> [Task to complete] Scan the material for the word "Output" and copy each line where it occurs.

> [Records provided]
*****

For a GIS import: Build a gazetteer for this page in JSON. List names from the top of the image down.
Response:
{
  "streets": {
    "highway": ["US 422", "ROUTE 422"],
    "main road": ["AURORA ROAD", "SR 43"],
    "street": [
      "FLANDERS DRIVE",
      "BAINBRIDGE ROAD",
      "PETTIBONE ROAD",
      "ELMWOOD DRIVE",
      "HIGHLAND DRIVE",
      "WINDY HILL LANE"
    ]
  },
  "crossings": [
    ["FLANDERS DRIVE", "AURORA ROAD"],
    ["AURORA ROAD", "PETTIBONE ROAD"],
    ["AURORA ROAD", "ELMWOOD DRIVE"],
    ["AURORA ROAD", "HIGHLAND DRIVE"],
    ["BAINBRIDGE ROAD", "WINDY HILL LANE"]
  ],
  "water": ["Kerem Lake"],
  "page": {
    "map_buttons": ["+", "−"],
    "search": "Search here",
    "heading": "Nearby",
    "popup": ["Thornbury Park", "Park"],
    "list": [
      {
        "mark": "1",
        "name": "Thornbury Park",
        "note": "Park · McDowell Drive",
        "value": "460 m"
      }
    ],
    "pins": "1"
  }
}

*****

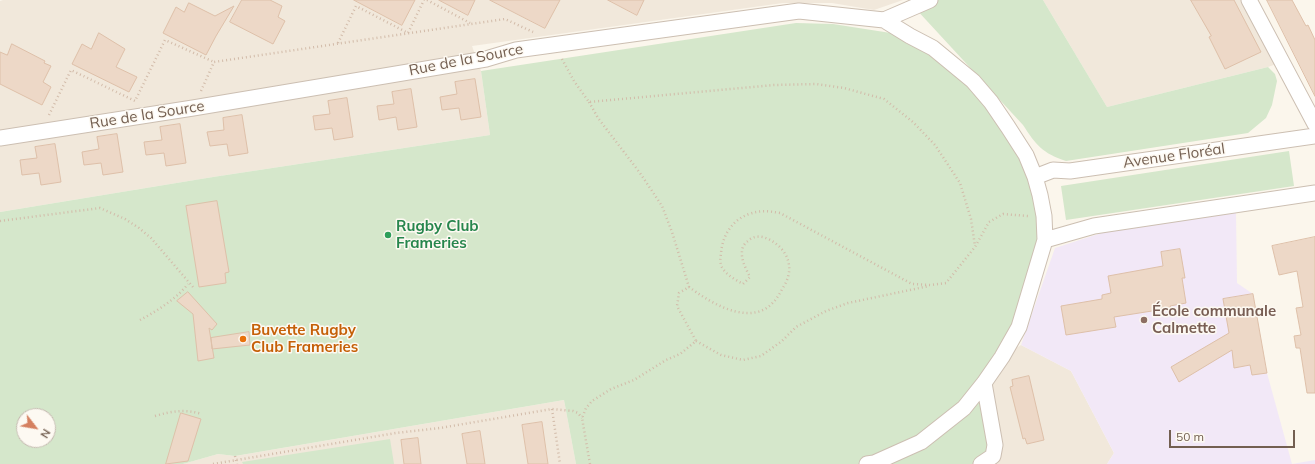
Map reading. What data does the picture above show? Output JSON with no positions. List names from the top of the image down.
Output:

*****

> [Task solution]
Map reading. What data does the picture above show? Output JSON with no positions. List names from the top of the image down.
Output:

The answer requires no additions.